I'm sorry to say that your schoolmates are completely wrong. If your schoolmates can honestly say that "vectors are linked lists" then you need to respectfully tell them that they need to pick up a good C++ book (or any decent computer science book) and read it. Or perhaps even the Wikipedia articles for vectors and lists. (Also see the articles for dynamic arrays and linked lists.)
Vectors (as in std::vector
) are not linked lists. (Note that std::vector
do not derive from std::list
). While they both can store a collection of data, how a vector does it is completely different from how a linked list does it. Therefore, they have different performance characteristics in different situations.
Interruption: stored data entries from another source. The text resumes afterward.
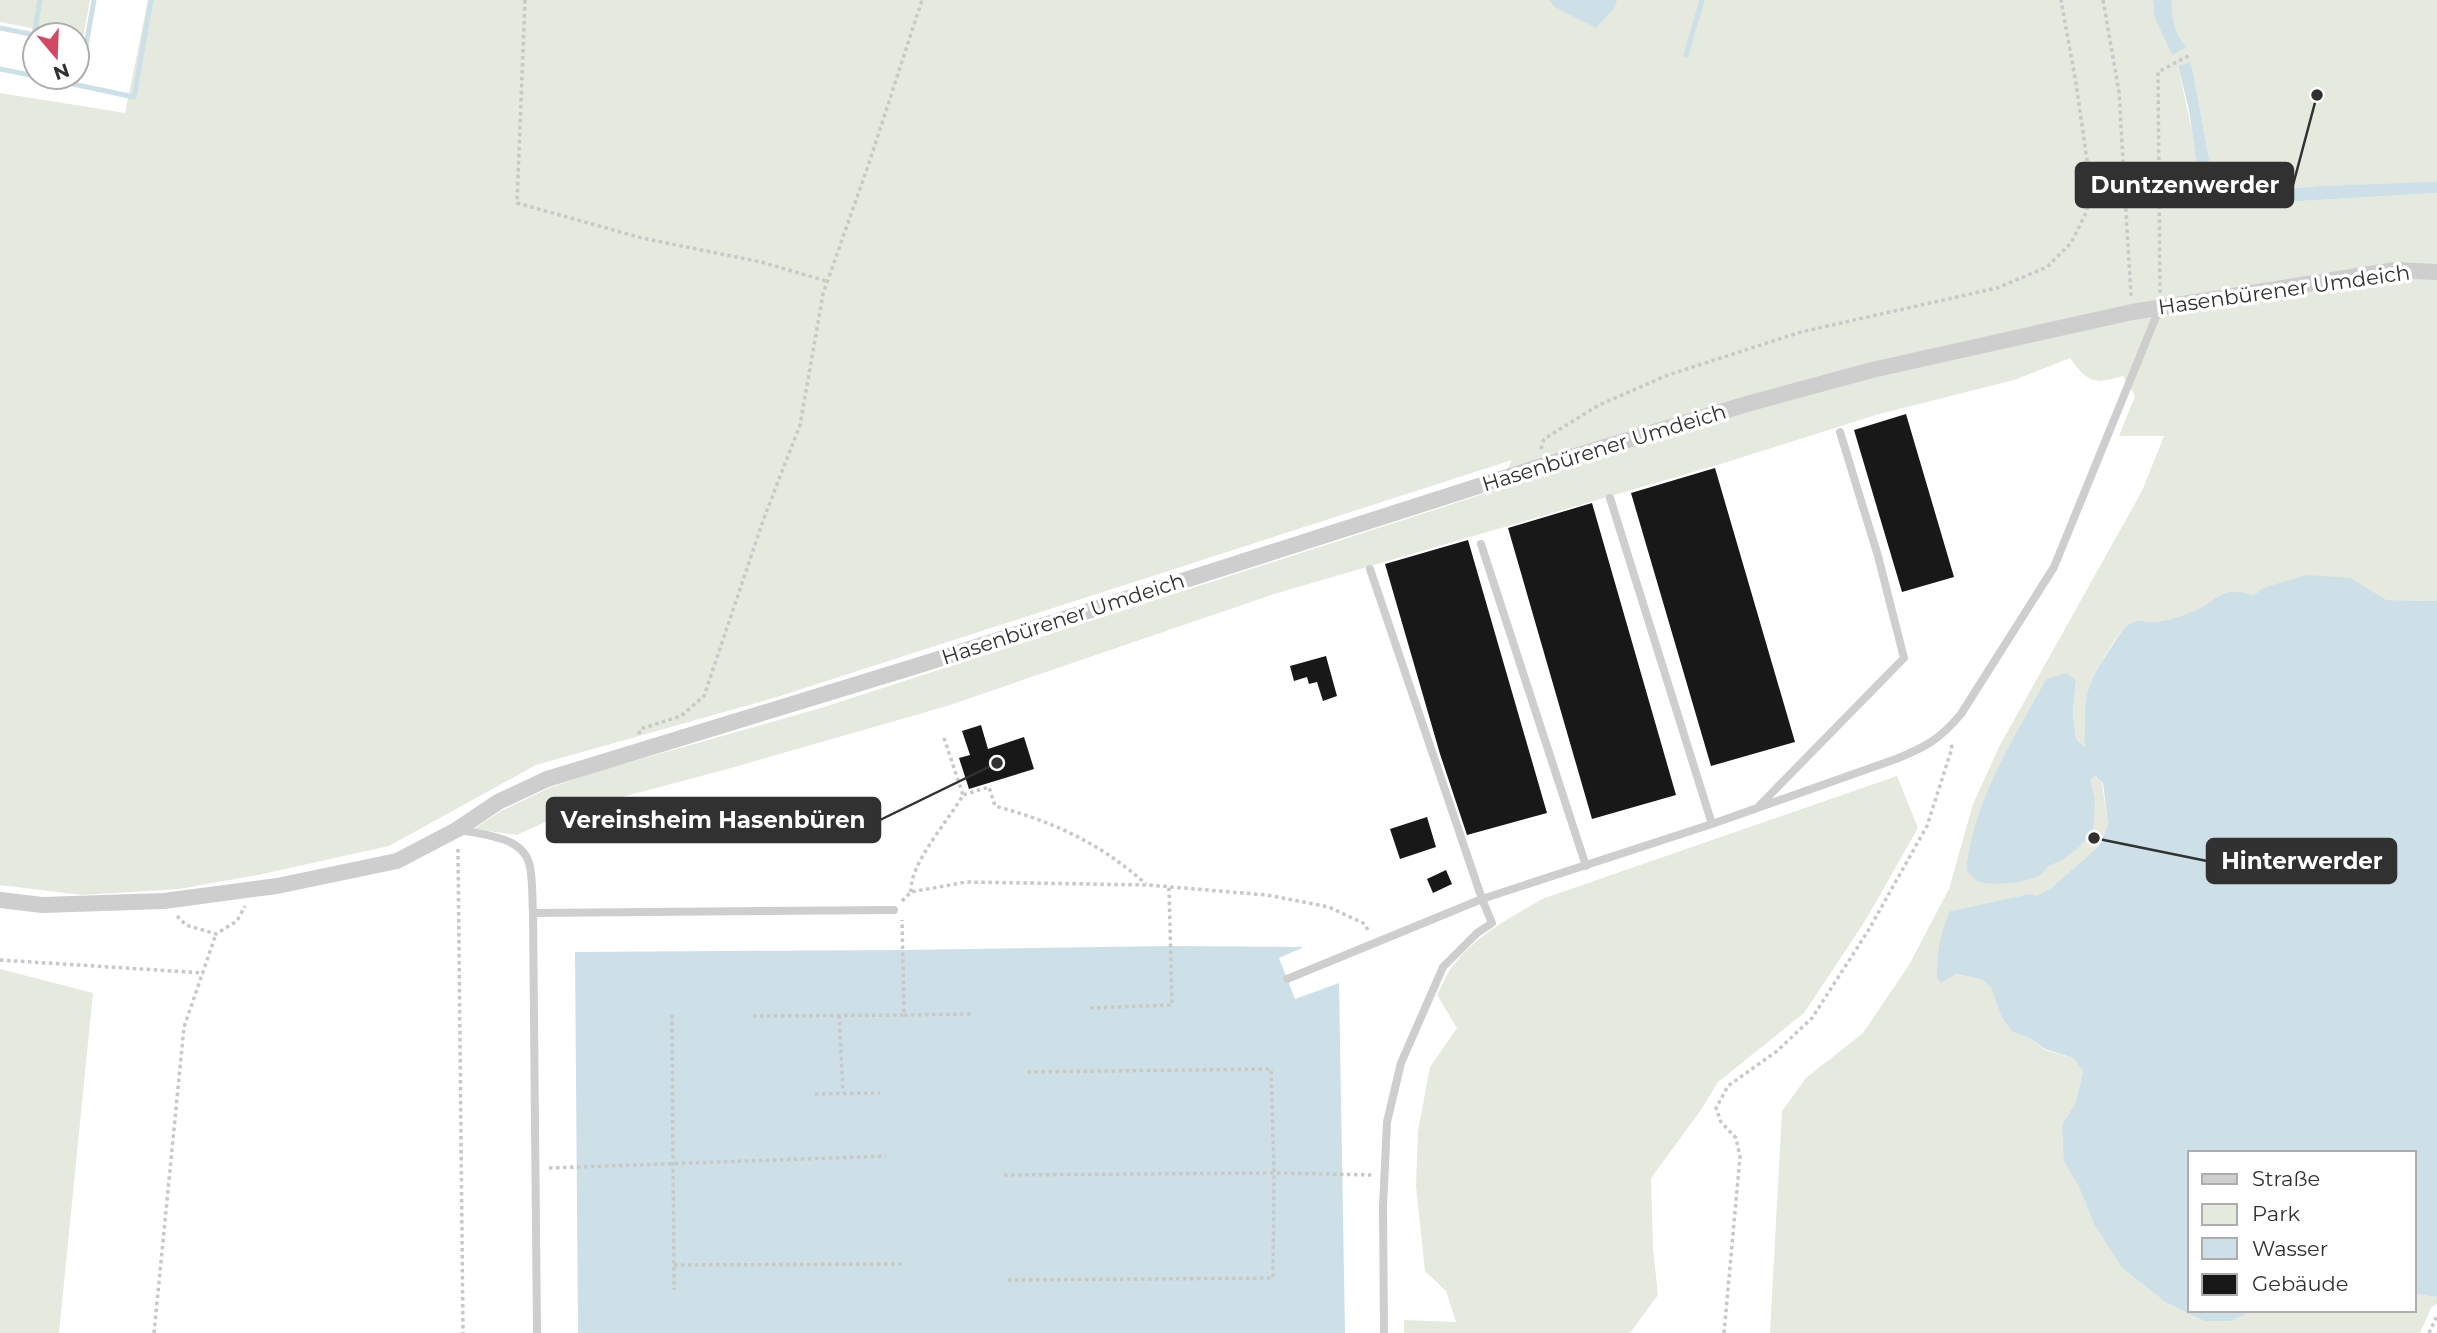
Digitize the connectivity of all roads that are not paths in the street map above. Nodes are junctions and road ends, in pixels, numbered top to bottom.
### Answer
1 (2437, 272) edge
2 (2160, 307) junction
3 (1840, 432) dead end
4 (1610, 498) dead end
5 (1481, 544) dead end
6 (1370, 569) dead end
7 (1758, 807) junction
8 (1712, 824) junction
9 (458, 829) junction
10 (1586, 866) junction
11 (1482, 899) junction
12 (0, 900) edge
13 (894, 910) road end
14 (533, 913) junction
15 (1287, 979) dead end
16 (537, 1333) edge
17 (1384, 1333) edge

1 - 2 street, Hasenbürener Umdeich
2 - 7 lane
2 - 9 street, Hasenbürener Umdeich
3 - 7 lane
4 - 8 lane
5 - 10 lane
6 - 11 lane
7 - 8 lane
8 - 10 lane
9 - 12 street, Hasenbürener Umdeich
9 - 14 lane
10 - 11 lane
11 - 15 lane
11 - 17 lane
13 - 14 lane
14 - 16 lane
For example, insertions are a constant-time operation on linked lists, while it is a linear-time operation on vectors if it is inserted in somewhere other than the end. (However, it is amortized constant-time if you insert at the end of a vector.)
The std::vector
class in C++ are required to be contiguous by the C++ standard:
23.2.4/1 Class template vector
A vector
is a kind of sequence that supports random access iterators. In addition, it supports (amortized) constant time insert and erase operations at the end; insert and erase in the middle take linear time. Storage management is handled automatically, though hints can be given to improve efficienty. The elements of a vector
are stored contiguously, meaning that if v
is a vector<T, Allocator>
where T
is some type other than bool
, then it obeys the identity &v[n] == &v[0] + n
for all 0 <= n < v.size()
.
Compare that to std::list
:
23.2.2/1 Class template list
A list
is a kind of sequence that supports bidirectional iterators and allows constant time insert and erase operations anywhere within the sequence, with storage management handled automatically. Unlike vectors (23.2.4) and deques (23.2.1), fast random access to list elements is not supported, but many algorithms only need sequential access anyway.
Clearly, the C++ standard stipulates that a vector and a list are two different containers that do things differently.
You can't "break" a vector (at least not intentionally) by simply calling erase()
with a valid iterator. That would make std::vector
s rather useless since the point of its existence is to manage memory for you!